Вместе со всей оравой «кавказских» ребят, забрав ружьё, отправились к каменным складам. Хотелось испытать силу взрыва с большим количеством пороха. В этот летний тёплый вечер жители, отдыхая, сидели возле своих домов на лавочках. Здание полиции примыкало к городскому саду, там вечерами играл духовой оркестр. Мы не учли близости полиции. Когда последовал оглушительный взрыв, все испуганно бросились врассыпную. Вдогонку раздались крики: «Держи их!», свистки… Мы с Леонтием, в страхе перемахнув через высокий забор, очутились в городском саду, где как раз шло представление чеховского «Юбилея», играли любители.
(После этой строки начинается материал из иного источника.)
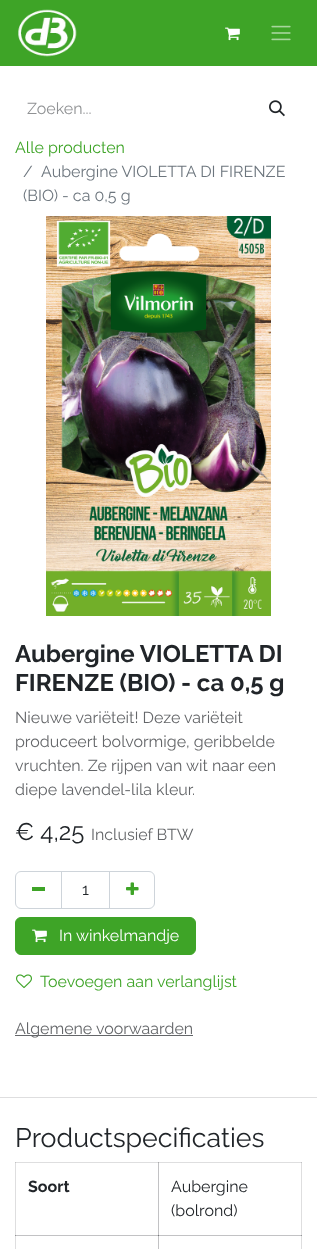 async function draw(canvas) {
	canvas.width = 317;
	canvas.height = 1249;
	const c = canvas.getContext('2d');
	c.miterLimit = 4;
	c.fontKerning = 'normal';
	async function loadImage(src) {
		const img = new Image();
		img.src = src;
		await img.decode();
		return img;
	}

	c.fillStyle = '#fff';
	c.fillRect(0, 0, 317, 1249);
	for (const [x, y, w, h, color] of [
		[15, 1162, 1, 87, '#dededf'],
		[158, 1162, 1, 87, '#c2c2c4'],
		[301, 1162, 1, 87, '#dededf'],
		[0, 0, 317, 66, '#3ea427'],
	]) {
		c.fillStyle = color;
		c.fillRect(x, y, w, h);
	}
	c.drawImage(await loadImage('img1.png'), 18, 9, 59, 48);
	c.drawImage(await loadImage('img2.png'), 225, 27, 15, 14);
	c.drawImage(await loadImage('img3.png'), 271, 25, 20, 16);
	c.font = '16px Raleway';
	c.fillStyle = '#909294';
	c.fillText('Zoeken...', 27, 114);
	c.drawImage(await loadImage('img4.png'), 269, 100, 16, 17);
	c.fillStyle = '#3ea427';
	c.fillText('Alle producten', 15, 153);
	c.fillStyle = '#6c757d';
	for (const [text, x, y] of [
		['/', 23, 177],
		['Aubergine VIOLETTA DI FIRENZE', 41, 177],
		['(BIO) - ca 0,5 g', 23, 201],
	]) {
		c.fillText(text, x, y);
	}
	c.drawImage(await loadImage('img5.png'), 46, 216, 225, 400);
	c.font = 'bold 24px Raleway';
	c.fillStyle = '#212529';
	c.fillText('Aubergine VIOLETTA DI', 15, 662);
	c.fillText('FIRENZE (BIO) - ca 0,5 g', 15, 691);
	c.font = '16px Raleway';
	c.fillStyle = '#646669';
	for (const [text, x, y] of [
		['Nieuwe variëteit! Deze variëteit', 15, 723],
		['produceert bolvormige, geribbelde', 15, 747],
		['vruchten. Ze rijpen van wit naar een', 15, 771],
		['diepe lavendel-lila kleur.', 15, 795],
	]) {
		c.fillText(text, x, y);
	}
	c.font = '24px Raleway';
	c.fillStyle = '#212529';
	c.fillText('€ 4,25', 15, 840);
	c.font = '16px Raleway';
	c.fillStyle = '#646669';
	c.fillText('Inclusief BTW', 91, 840);
	c.strokeStyle = '#ced4da';
	c.strokeRect(61.5, 871.5, 48, 37);
	c.beginPath();
	c.roundRect(15.5, 871.5, 46, 37, [5.5, 0, 0, 5.5]);
	c.stroke();
	c.fillStyle = '#3ea427';
	c.fillRect(32, 887, 13, 4);
	c.fillStyle = '#212529';
	c.fillText('1', 82, 895);
	c.beginPath();
	c.roundRect(109.5, 871.5, 45, 37, [0, 5.5, 5.5, 0]);
	c.stroke();
	c.drawImage(await loadImage('img6.png'), 126, 882, 13, 13);
	c.fillStyle = '#3ea427';
	c.beginPath();
	c.roundRect(15.5, 917.5, 180, 37, 5.5);
	c.fill();
	c.strokeStyle = '#3ea427';
	c.stroke();
	c.drawImage(await loadImage('img2.png'), 32, 929, 15, 14);
	c.fillStyle = '#fff';
	c.fillText('In winkelmandje', 59, 941);
	c.drawImage(await loadImage('img7.png'), 16, 974, 16, 15);
	c.fillStyle = '#3ea427';
	c.fillText('Toevoegen aan verlanglijst', 40, 987);
	c.fillStyle = '#646669';
	c.fillRect(15, 1035, 178, 1);
	c.fillText('Algemene voorwaarden', 15, 1034);
	c.fillStyle = '#dededf';
	c.fillRect(0, 1097, 317, 1);
	c.font = '26.75px Raleway';
	c.fillStyle = '#212529';
	c.fillText('Productspecificaties', 15, 1147);
	for (const [x, y, w, h, color] of [
		[15, 1162, 287, 1, '#dededf'],
		[15, 1162, 1, 1, '#c2c2c4'],
		[158, 1162, 1, 1, '#aaaaad'],
		[301, 1162, 1, 1, '#c2c2c4'],
		[15, 1235, 287, 1, '#c2c2c4'],
		[15, 1235, 1, 1, '#959699'],
		[158, 1235, 1, 1, '#75777a'],
		[301, 1235, 1, 1, '#959699'],
	]) {
		c.fillStyle = color;
		c.fillRect(x, y, w, h);
	}
	c.font = 'bold 16px Raleway';
	c.fillStyle = '#212529';
	c.fillText('Soort', 28, 1192);
	c.font = '16px Raleway';
	c.fillText('Aubergine', 171, 1192);
	c.fillText('(bolrond)', 171, 1216);
}

draw(document.querySelector('canvas'));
А театром мы увлекались, особенно драмой. В коммунистическом клубе мы смотрели пьесу Семёна Юшкевича «О детстве». По выходе из театра Леонтий разрыдался.
Раньше родители Леонтия жили в посёлке, в так называемой Воровой деревне. Рассказывая о себе, он делал намёки на то, о чём стыдно было говорить. Старшие моей семьи неодобрительно смотрели на нашу дружбу, он всегда это чувствовал. Его отец работал механиком на заводе, запивая, бросал семью, и тогда Леонтий с матерью перебирался к бабке и деду на Горную улицу. Своего дома у них не было: когда отец работал, они ютились в скромной квартирке об одной комнате. Деревянная двуспальная кровать занимала почти всю площадь, она была покрыта лоскутным одеялом, по-деревенски свешивался с потолка ситцевый полог. Быт наших семей в корне отличался. Чай, обед и ужин у нас собирали за столом всю семью, нарушение этого правила не мыслилось: где бы я ни был в эти часы, я торопился домой. Леонтий возмущался:
– Чёрт, Петрысь, ты что? Так уже голоден?